8 marzo, 2016

Antecedentes

El nacimiento del Gobierno Laborista de Wilson (vemos siempre que los gobiernos del Partido Laborista han sido nocivos para la automoción británica), llamado British Leyland Motor Compañy (BLMC), dio fin a muchos proyectos; entre ellos el del EX234, un estudio para renovar la ya pasada de moda gama de productos de la ahora extinta British Motor Company (BMC). Así pues, en la nueva MEGAcorporación, se vió la necesidad de llevar al futuro a MG mediante un nuevo proyecto.

El fruto de esta investigación iniciada en 1968, pocos meses después de la fusión fue lo que hoy se podría llamar “el MG F de veinte años antes”. Harris Mann y Paul Hughes carrozaron esta avanzada propuesta que fué profusamente copiada, sirvió de base estilística para el Triumph TR7, su trasera inspiró la del Jaguar XJS, apareció en cómics y películas de animación de los 70 (y digo “apareció”, no que se inspirasen en el, pues fue copiado tal cual), proporcionó soluciones mecánicas sorprendentes (el Fiat X19 y su éxito comercial son buena prueba de ello) y se convirtió en la base de partida para los proyectos de deportivo de MG durante los siguientes treinta años.

¿Por qué llamarlo “MG F 20 años antes”? Fácil: tracción delantera, motor central transversal con tomas de aire laterales, biplaza y suspensión de la casa (una versión tecnológicamente avanzada de la Hydrolastic). Y futurismo, mucho futurismo, porque pocas cosas parecidas (lo más similar, el Lamborginni Urraco) vieron la luz. De hecho, de no ser por pequeños detalles, el ADO21 tiene un estilo de completa actualidad.

Estos fueron los dibujos de estos dos apóstoles del diseño industrial:

ADO21

ADO21

Estaría equipado con el conjunto de transmisión-motor tipo E de BMC, que daría como partida un motor modesto de solo 1500 centímetros cúbicos, pero que, pasando por un 1.7 litros (el E4), tendría su máximo exponente con un 2.3 litros (el E6). El tamaño de este propulsor, en concreto su excesiva altura, condicionó el diseño de la parte posterior que de todos modos, fue magníficamente resuelto por Mann y Hughes, tal y como podemos ver.

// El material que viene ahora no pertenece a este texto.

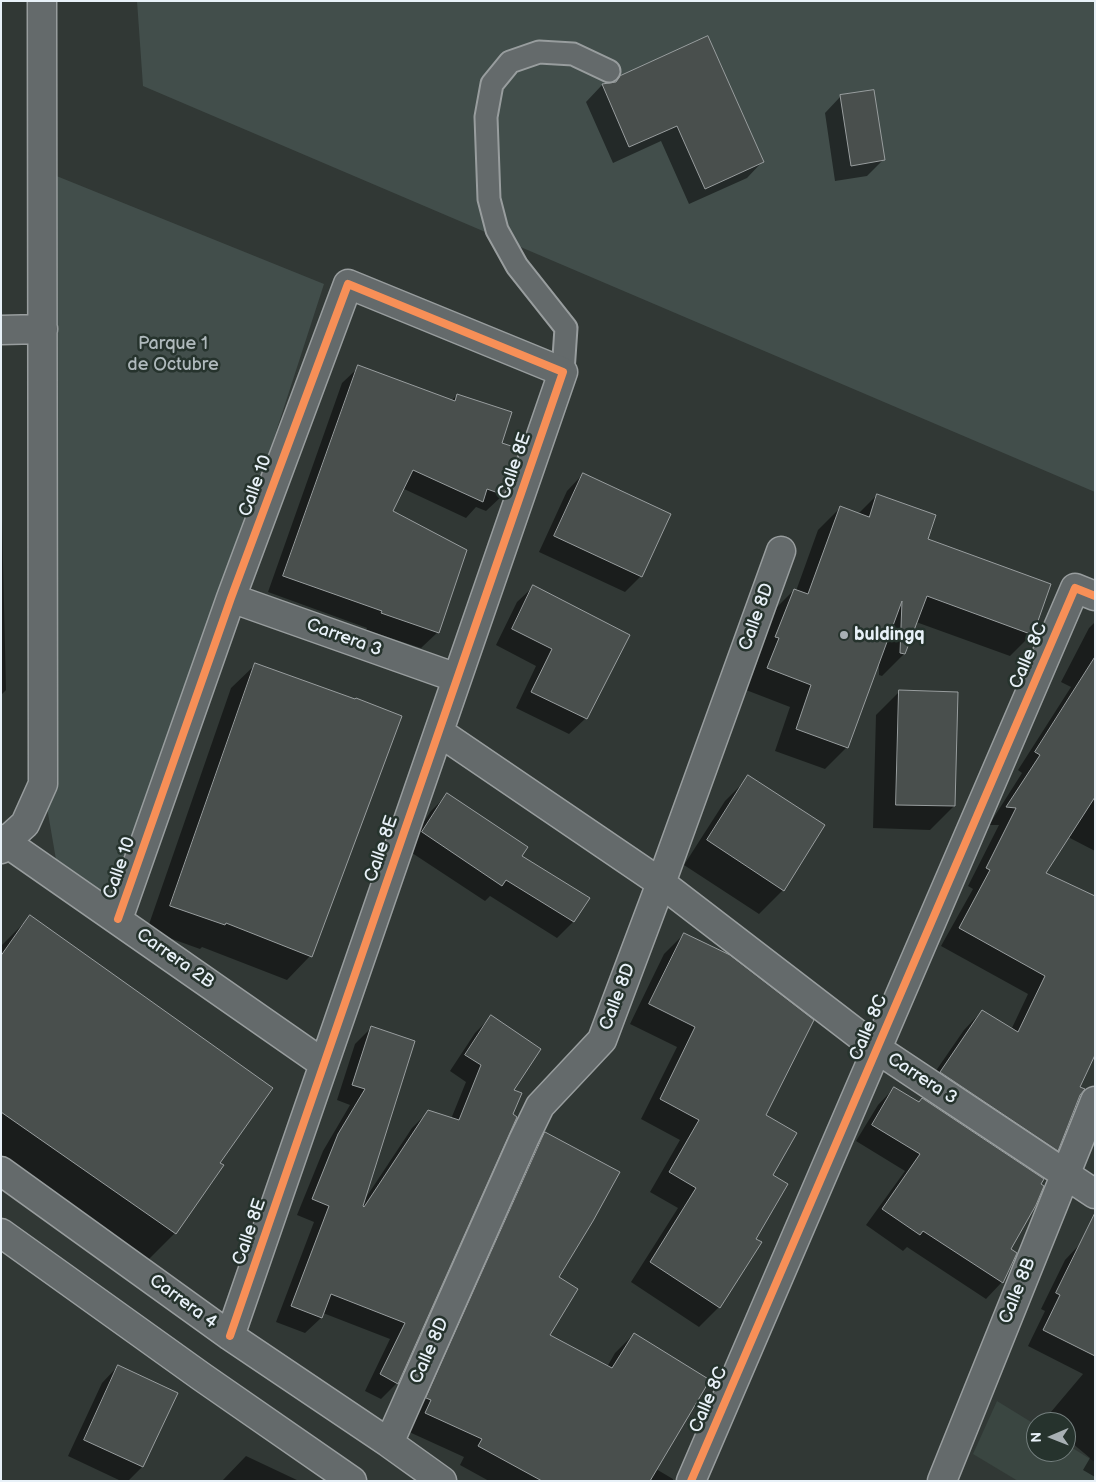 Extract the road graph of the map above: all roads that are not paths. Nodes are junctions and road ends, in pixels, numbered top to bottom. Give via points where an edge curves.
1 (42, 1) edge
2 (609, 71) dead end
3 (43, 329) junction
4 (1, 330) edge
5 (563, 372) junction
6 (781, 551) dead end
7 (1085, 592) edge
8 (231, 598) junction
9 (457, 678) junction
10 (439, 732) junction
11 (3, 843) edge
12 (661, 883) junction
13 (118, 919) junction
14 (876, 1049) junction
15 (324, 1064) junction
16 (1095, 1102) edge
17 (1, 1171) edge
18 (1066, 1174) junction
19 (1095, 1194) edge
20 (1, 1233) edge
21 (230, 1336) junction
22 (389, 1443) junction
23 (352, 1481) edge
24 (442, 1481) edge
25 (691, 1481) edge
26 (942, 1481) edge

1 - 3 street
2 - 5 lane via 573,54 539,52 510,62 492,84 486,117 489,199 497,230 517,266 566,328
3 - 4 street
3 - 11 street via 43,784 25,824
5 - 8 street, Calle 10 via 348,284
5 - 9 street, Calle 8E
6 - 12 street, Calle 8D
7 - 14 street, Calle 8C
8 - 9 street, Carrera 3
8 - 13 street, Calle 10
9 - 10 street, Calle 8E
10 - 12 street, Carrera 3
10 - 15 street, Calle 8E
11 - 13 street, Carrera 2B
12 - 14 street, Carrera 3
12 - 22 street, Calle 8D via 602,1040 540,1106
13 - 15 street, Carrera 2B
14 - 18 street, Carrera 3
14 - 25 street, Calle 8C
15 - 21 street, Calle 8E
16 - 18 street, Calle 8B
17 - 21 street, Carrera 4
18 - 19 street, Carrera 3
18 - 26 street, Calle 8B
20 - 23 street
21 - 22 street, Carrera 4
22 - 24 street, Carrera 4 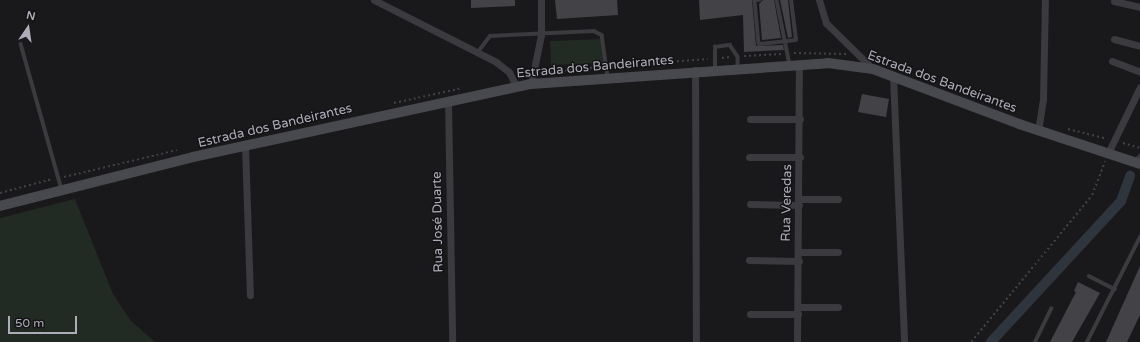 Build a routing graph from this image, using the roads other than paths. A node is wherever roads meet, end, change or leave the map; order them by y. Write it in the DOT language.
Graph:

El uso y modificación de la suspensión Hydrolastic a utilizar es una bella pieza de ingeniería, sobre todo en la solución de la amortización del arco posterior y un reconocimiento (merecido) para la inventiva de su diseñador.

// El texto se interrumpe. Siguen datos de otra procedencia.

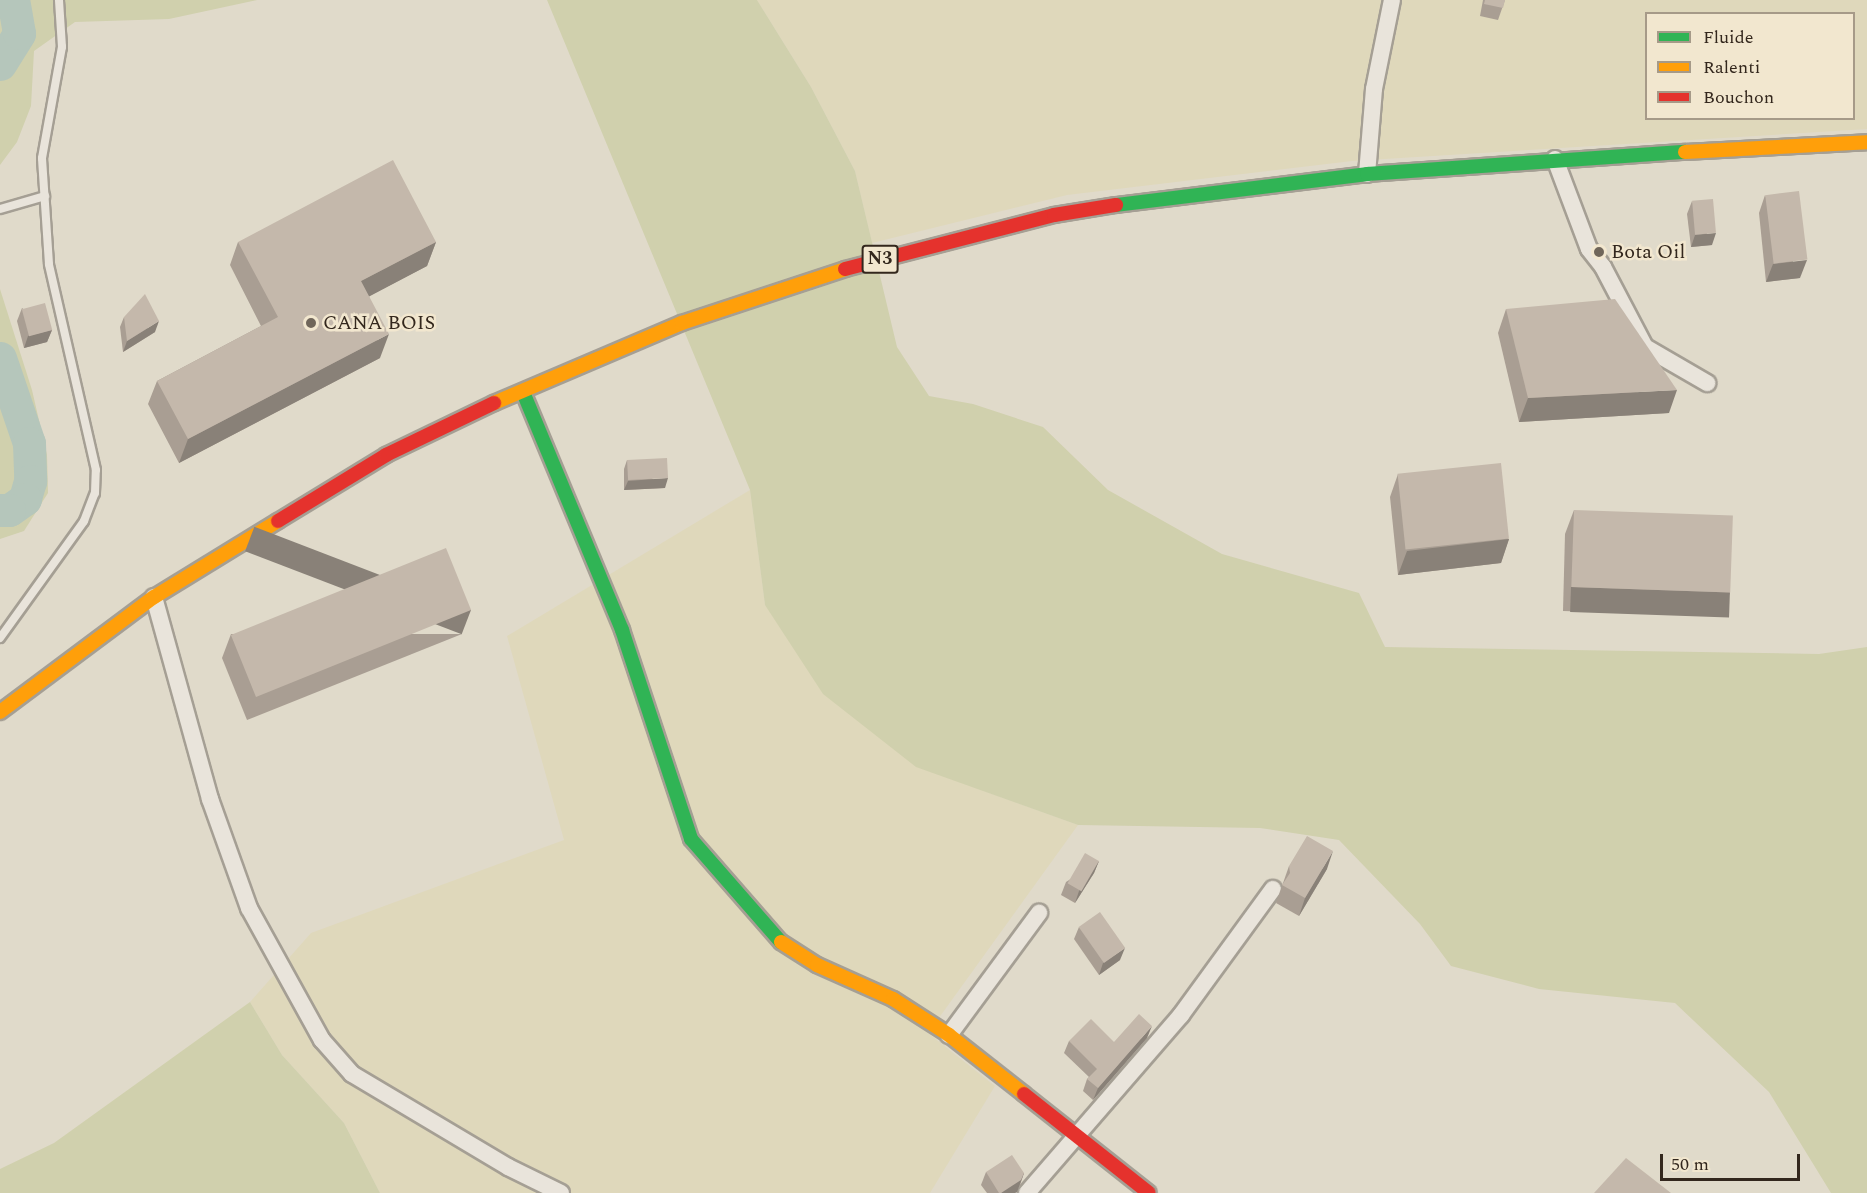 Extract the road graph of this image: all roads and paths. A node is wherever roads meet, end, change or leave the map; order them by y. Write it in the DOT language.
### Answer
graph roads {
  1 [pos="59,0"];
  2 [pos="1392,0"];
  3 [pos="1867,142"];
  4 [pos="1555,159"];
  5 [pos="1367,174"];
  6 [pos="45,196"];
  7 [pos="0,209"];
  8 [pos="1707,383"];
  9 [pos="523,392"];
  10 [pos="153,597"];
  11 [pos="0,638"];
  12 [pos="0,712"];
  13 [pos="1273,889"];
  14 [pos="1039,913"];
  15 [pos="949,1035"];
  16 [pos="1078,1138"];
  17 [pos="561,1193"];
  18 [pos="1027,1193"];
  19 [pos="1149,1193"];
  1 -- 6 [label="lane"];
  2 -- 5 [label="street"];
  3 -- 4 [label="main road, N3"];
  4 -- 5 [label="main road, N3"];
  4 -- 8 [label="street"];
  5 -- 9 [label="main road, N3"];
  6 -- 7 [label="lane"];
  6 -- 11 [label="lane"];
  9 -- 10 [label="main road, N3"];
  9 -- 15 [label="main road"];
  10 -- 12 [label="main road, N3"];
  10 -- 17 [label="street"];
  13 -- 16 [label="street"];
  14 -- 15 [label="street"];
  15 -- 16 [label="main road"];
  16 -- 18 [label="street"];
  16 -- 19 [label="main road"];
}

A pesar del problema causado por el tamaño del propulsor, el proyecto tenía posibilidades, así que se le dio vía libre y se comisionó una maqueta de ingeniería que además era un prototipo semifuncional. En concreto, es el que podéis observar en estas fotos.

ADO21

ADO21

ADO21

Vemos que fue diseñado para no parecerse a ningún otro MG que le precediera, mientras que se nota el avanzado diseño de estilismo que se realizó para solucionar la ventanilla posterior (una de este estilo ha sido seña de identidad de un modelo tan famoso como el Countach de Lamborginni) en presencia de la traba impuesta por la altura del motor.

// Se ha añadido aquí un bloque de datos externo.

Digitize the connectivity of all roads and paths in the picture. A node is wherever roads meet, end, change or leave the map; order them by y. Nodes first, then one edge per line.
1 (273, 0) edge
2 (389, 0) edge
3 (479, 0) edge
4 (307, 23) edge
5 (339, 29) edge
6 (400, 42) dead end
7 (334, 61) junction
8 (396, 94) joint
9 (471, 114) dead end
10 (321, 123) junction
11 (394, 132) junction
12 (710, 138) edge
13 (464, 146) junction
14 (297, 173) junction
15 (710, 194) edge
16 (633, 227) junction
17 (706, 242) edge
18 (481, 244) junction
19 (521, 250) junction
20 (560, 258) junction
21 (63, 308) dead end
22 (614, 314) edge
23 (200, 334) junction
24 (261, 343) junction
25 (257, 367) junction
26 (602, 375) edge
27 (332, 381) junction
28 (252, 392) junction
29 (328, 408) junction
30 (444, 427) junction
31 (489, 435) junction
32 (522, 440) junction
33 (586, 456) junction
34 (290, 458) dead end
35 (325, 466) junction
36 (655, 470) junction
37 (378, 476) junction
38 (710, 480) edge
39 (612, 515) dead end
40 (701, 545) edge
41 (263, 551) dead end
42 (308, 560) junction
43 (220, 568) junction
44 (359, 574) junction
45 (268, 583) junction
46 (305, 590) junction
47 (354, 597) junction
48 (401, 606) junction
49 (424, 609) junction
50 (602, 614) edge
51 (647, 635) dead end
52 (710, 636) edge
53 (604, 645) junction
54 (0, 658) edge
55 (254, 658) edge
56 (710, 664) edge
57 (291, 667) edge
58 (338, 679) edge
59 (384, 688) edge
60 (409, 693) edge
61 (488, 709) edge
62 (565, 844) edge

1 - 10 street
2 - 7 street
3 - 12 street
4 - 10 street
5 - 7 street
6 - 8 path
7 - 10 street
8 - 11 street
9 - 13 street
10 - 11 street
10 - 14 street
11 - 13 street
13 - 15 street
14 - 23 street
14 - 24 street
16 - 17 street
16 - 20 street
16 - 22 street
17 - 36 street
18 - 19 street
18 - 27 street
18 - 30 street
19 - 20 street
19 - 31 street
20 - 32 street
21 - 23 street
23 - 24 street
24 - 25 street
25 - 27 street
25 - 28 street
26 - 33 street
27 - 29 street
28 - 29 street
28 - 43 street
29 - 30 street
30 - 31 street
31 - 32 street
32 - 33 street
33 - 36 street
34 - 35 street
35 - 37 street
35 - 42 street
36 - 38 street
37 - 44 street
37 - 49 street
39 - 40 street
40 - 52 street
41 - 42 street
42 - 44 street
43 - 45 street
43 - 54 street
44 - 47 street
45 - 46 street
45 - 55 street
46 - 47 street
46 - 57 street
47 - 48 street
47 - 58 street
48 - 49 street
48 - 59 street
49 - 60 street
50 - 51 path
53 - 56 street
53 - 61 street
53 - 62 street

Pero por desgracia, la tremenda presión impuesta en un principio para avanzar con este proyecto se evaporó de repente. ¿La razón? Ahora, en BLMC existía un competidor directo: Triumph. Y fue esta marca la que pasó a ser la niña bonita ya que tras la aventura americana de Spen King y Mike Carver y el descubrimiento de que lo que el comprador Norteamericano buscaba más un vehículo fiable y sencillo, el empujé se dió al Triumph Bullet, una apuesta muy convencional respecto a este proyecto.